Hamburg hat als erstes Bundesland vor kurzem eine Regelung beschlossen, wonach auch Beamte, die gesetzlich krankenversichert sind, einen Anspruch darauf haben, ein Art Beihilfe in Anspruch zu nehmen. Denn das Bundesland Hamburg übernimmt auch für diese Versicherungsgruppe aktuell die Hälfte der anfallenden Kosten. Auch einige andere Länder, darunter Bremen und Thüringen, überlegen zurzeit die Einführung einer solchen Regelung.

Gibt es Alternativen zur Kombination aus Beihilfe und privater Krankenversicherung?

Die Beihilfe in Anspruch zu nehmen und eine zusätzliche Restkostenversicherung privat abzuschließen, stellt sich für die meisten Beamten aufgrund der speziellen Vergünstigungen als alternativlos dar. Dies erklärt den hohen Anteil unter Beamten, die diese Kombination für sich anwenden. Es gibt allerdings auch eine Alternative. Diese kommt unter gewissen Bedingungen in Frage.

Beamte in der gesetzlichen Krankenversicherung

Grundsätzlich haben Beamte auch die Möglichkeit, in die gesetzliche Krankenversicherung einzutreten. Hier müssen sie sich aber freiwillig gesetzlich versichern. Das heißt, die Krankenversicherung muss individuell komplett übernommen werden. Denn gesetzlich Krankenversicherte sind grundsätzlich nicht berechtigt, Beihilfe zu empfangen. Das führt zu hohen Basisbeträgen für die Grundversorgung. Zudem sind die Beiträge in der freiwilligen gesetzlichen Krankenversicherung einkommensabhängig. Die Kosten steigen also bei höherer Besoldung.

Der Eintritt in die freiwillige gesetzliche Krankenversicherung lohnt sich aber dann, wenn eine geringe Besoldung bei gleichzeitig großer Familie besteht. Denn bei der gesetzlichen Grundversorgung sind Familienmitglieder kostenlos mitversichert. In der Privaten Krankenversicherung entstehen in dem Fall zusätzliche Kosten.

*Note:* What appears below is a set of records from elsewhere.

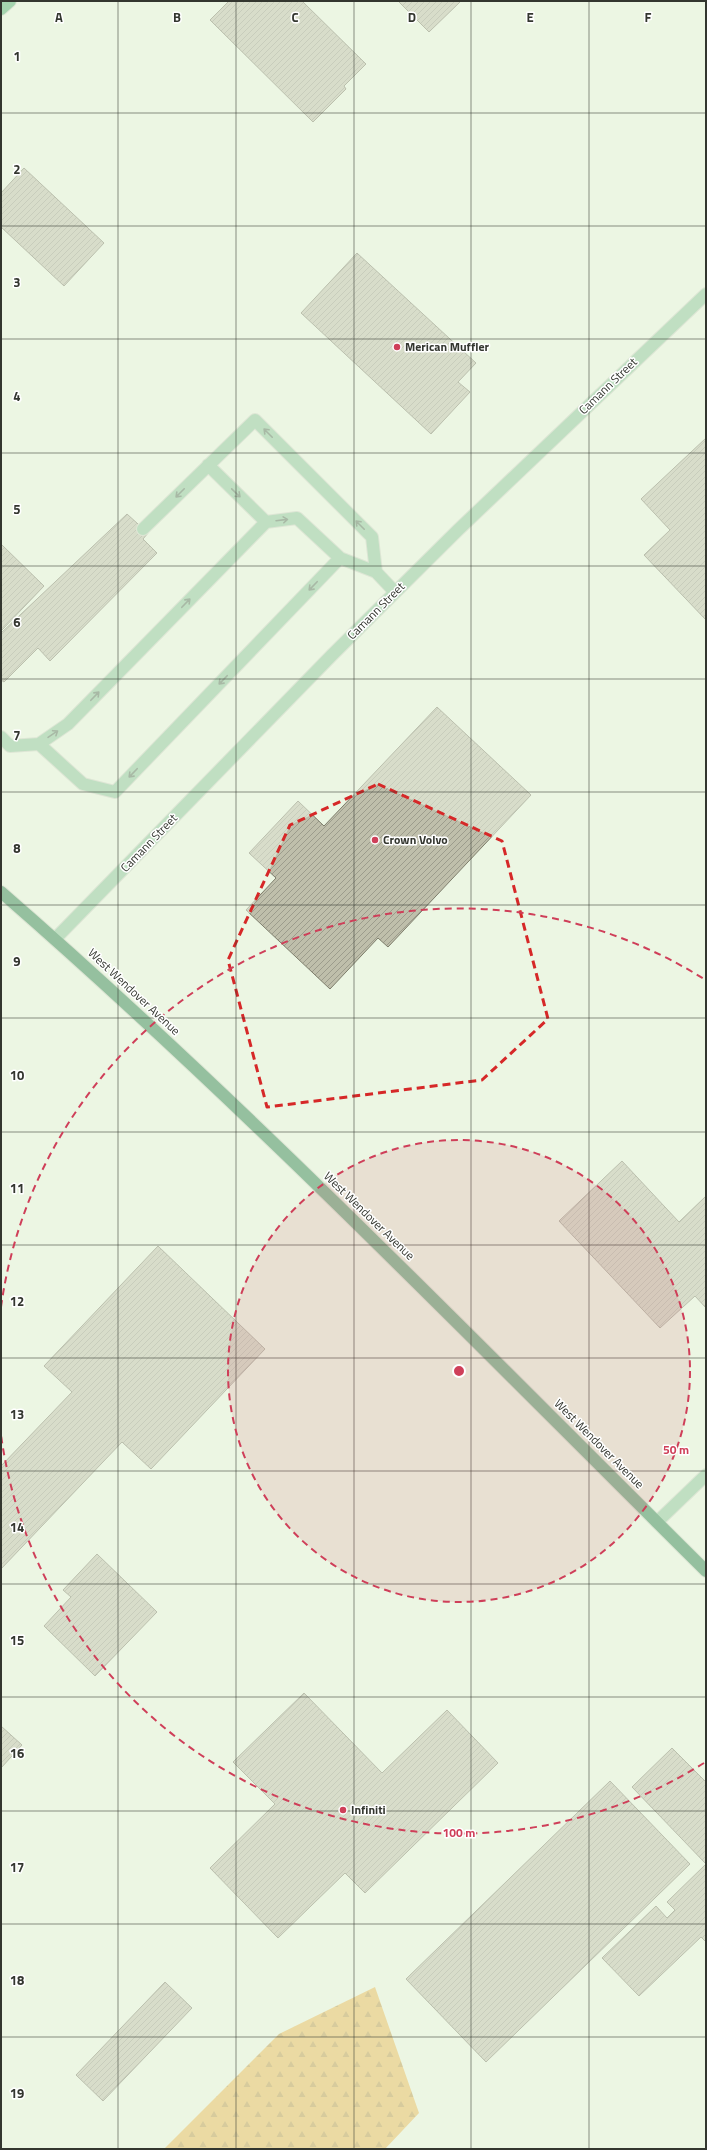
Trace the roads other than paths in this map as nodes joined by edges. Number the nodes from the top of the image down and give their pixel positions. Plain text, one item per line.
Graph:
1 (10, 1) edge
2 (1, 9) edge
3 (706, 294) edge
4 (208, 466) junction
5 (266, 522) junction
6 (143, 529) dead end
7 (340, 558) junction
8 (376, 572) junction
9 (395, 592) junction
10 (1, 737) edge
11 (39, 744) junction
12 (1, 892) edge
13 (55, 939) junction
14 (706, 1475) edge
15 (657, 1522) junction
16 (706, 1571) edge

1 - 2 street
3 - 9 street, Camann Street
4 -> 5 street
4 -> 6 street
8 -> 4 street
5 -> 7 street
11 -> 5 street
7 - 8 street
7 -> 11 street
8 - 9 street
9 - 13 street, Camann Street
10 - 11 street
12 - 13 highway, West Wendover Avenue
13 - 15 highway, West Wendover Avenue
14 - 15 street
15 - 16 highway, West Wendover Avenue

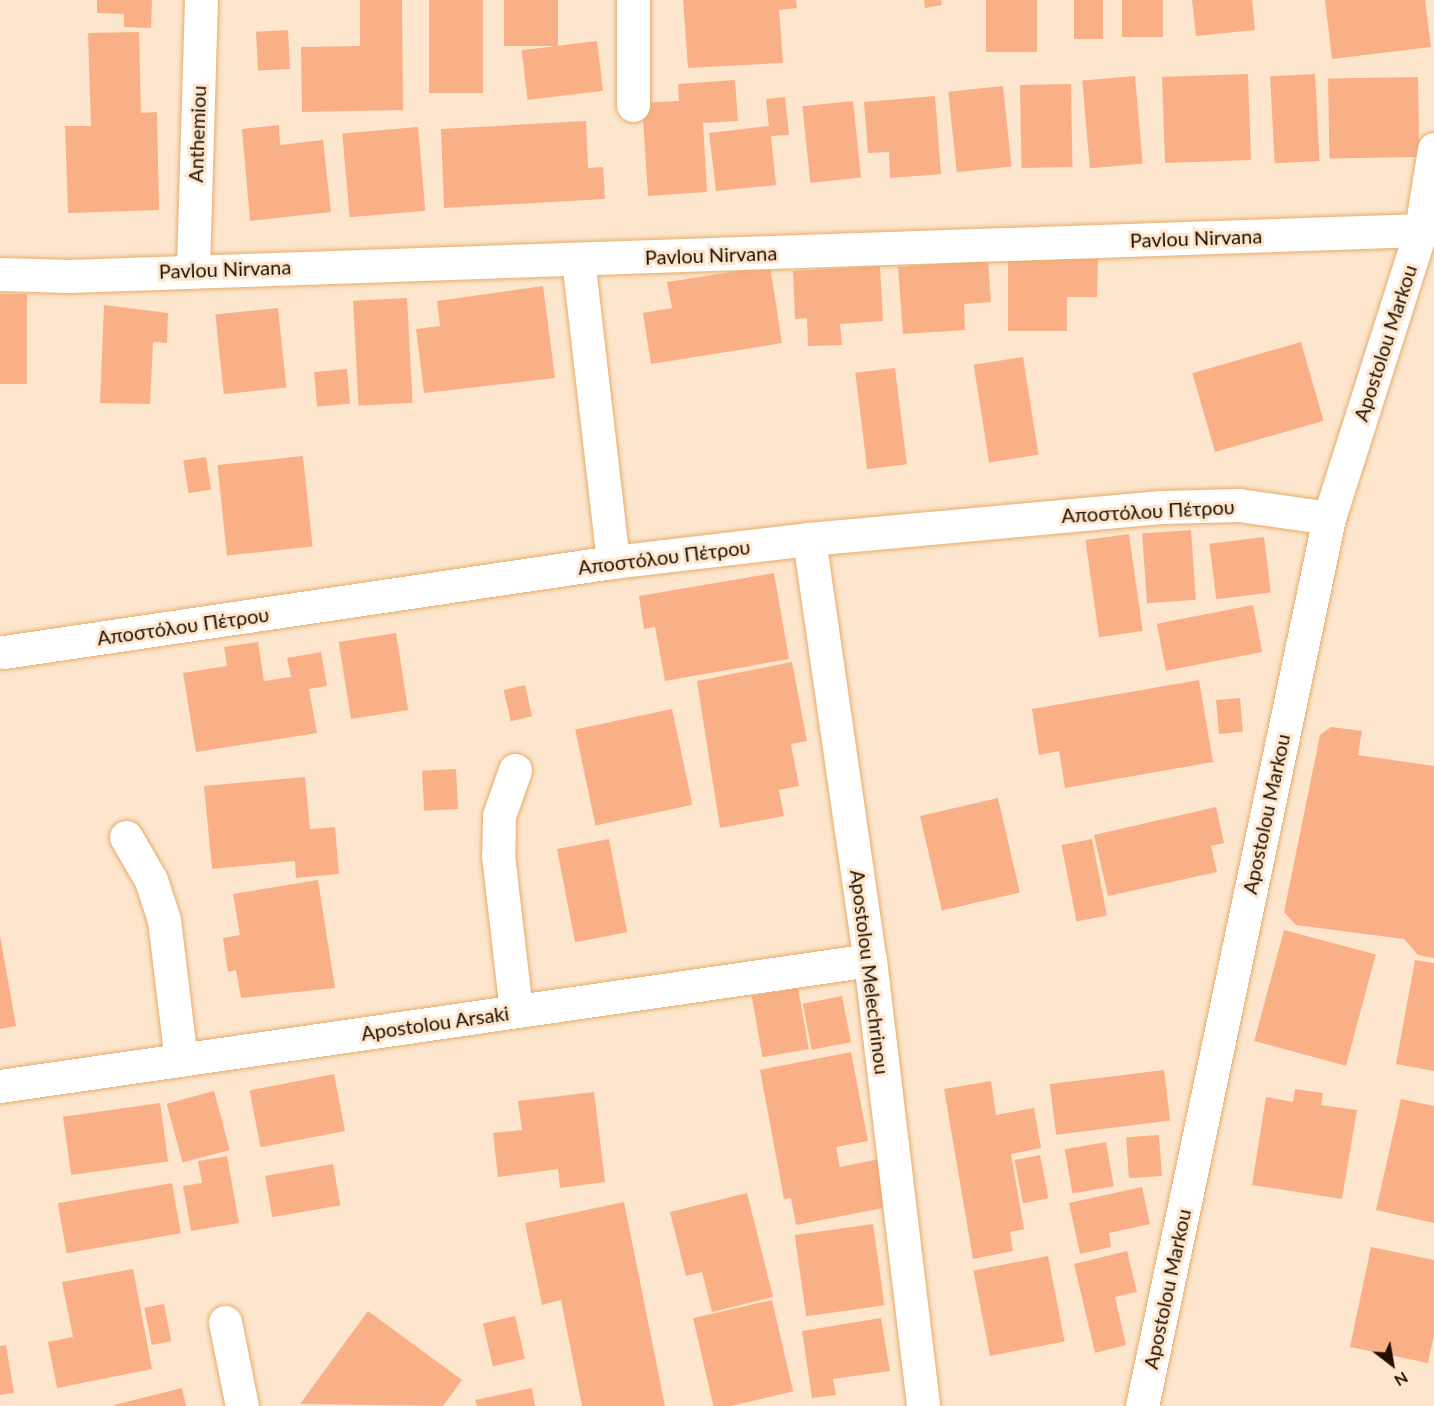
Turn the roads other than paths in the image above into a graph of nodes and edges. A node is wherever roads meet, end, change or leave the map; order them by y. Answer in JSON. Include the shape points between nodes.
{"nodes":[{"id":1,"x":201,"y":0,"type":"edge"},
{"id":2,"x":633,"y":0,"type":"edge"},
{"id":3,"x":633,"y":105,"type":"dead end"},
{"id":4,"x":1434,"y":149,"type":"edge"},
{"id":5,"x":1421,"y":230,"type":"junction"},
{"id":6,"x":578,"y":260,"type":"junction"},
{"id":7,"x":193,"y":268,"type":"junction"},
{"id":8,"x":0,"y":274,"type":"edge"},
{"id":9,"x":1329,"y":518,"type":"junction"},
{"id":10,"x":809,"y":539,"type":"junction"},
{"id":11,"x":613,"y":562,"type":"junction"},
{"id":12,"x":4,"y":652,"type":"dead end"},
{"id":13,"x":514,"y":770,"type":"dead end"},
{"id":14,"x":126,"y":837,"type":"dead end"},
{"id":15,"x":870,"y":960,"type":"junction"},
{"id":16,"x":516,"y":1011,"type":"junction"},
{"id":17,"x":182,"y":1060,"type":"junction"},
{"id":18,"x":0,"y":1086,"type":"edge"},
{"id":19,"x":225,"y":1322,"type":"dead end"},
{"id":20,"x":242,"y":1406,"type":"edge"},
{"id":21,"x":923,"y":1406,"type":"edge"},
{"id":22,"x":1142,"y":1406,"type":"edge"}],
"edges":[{"from":1,"to":7,"type":"street","name":"Anthemiou"},
{"from":2,"to":3,"type":"street"},
{"from":4,"to":5,"type":"street","name":"Apostolou Markou"},
{"from":5,"to":6,"type":"street","name":"Pavlou Nirvana"},
{"from":5,"to":9,"type":"street","name":"Apostolou Markou"},
{"from":6,"to":7,"type":"street","name":"Pavlou Nirvana"},
{"from":6,"to":11,"type":"street"},
{"from":7,"to":8,"type":"street","name":"Pavlou Nirvana","via":[[68,276]]},
{"from":9,"to":10,"type":"street","name":"Αποστόλου Πέτρου","via":[[1239,506],[1161,507]]},
{"from":9,"to":22,"type":"street","name":"Apostolou Markou"},
{"from":10,"to":11,"type":"street","name":"Αποστόλου Πέτρου"},
{"from":10,"to":15,"type":"street","name":"Apostolou Melechrinou"},
{"from":11,"to":12,"type":"street","name":"Αποστόλου Πέτρου"},
{"from":13,"to":16,"type":"street","via":[[499,816],[498,855]]},
{"from":14,"to":17,"type":"street","via":[[151,880],[164,920]]},
{"from":15,"to":16,"type":"street","name":"Apostolou Arsaki"},
{"from":15,"to":21,"type":"street","name":"Apostolou Melechrinou"},
{"from":16,"to":17,"type":"street","name":"Apostolou Arsaki"},
{"from":17,"to":18,"type":"street","name":"Apostolou Arsaki"},
{"from":19,"to":20,"type":"street"}]}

Familienversorgung mit gesetzlicher Krankenversicherung

Kinder von Beamten sind in der Regel bis zum 25. Lebensjahr beihilfeberechtigt. Sie profitieren also vom Beamtenstatus mindestens eines ihrer Eltern. Dies gilt aber nicht für die private Restkostenversicherung. Zudem gibt es einen Sonderfall, der bei der Kinderversicherung zu einem Problem führen kann. Wenn diese nämlich studieren, müssen sie ab dem 25. Lebensjahr in der privaten Krankenversicherung einen eigenen, oft hohen Beitrag leisten. Der Wechsel in die gesetzliche Krankenversicherung ist dann nicht möglich, solange kein gesetzlicher Versicherungsanspruch aus einer zusätzlichen sozialversicherungspflichtigen Beschäftigung besteht.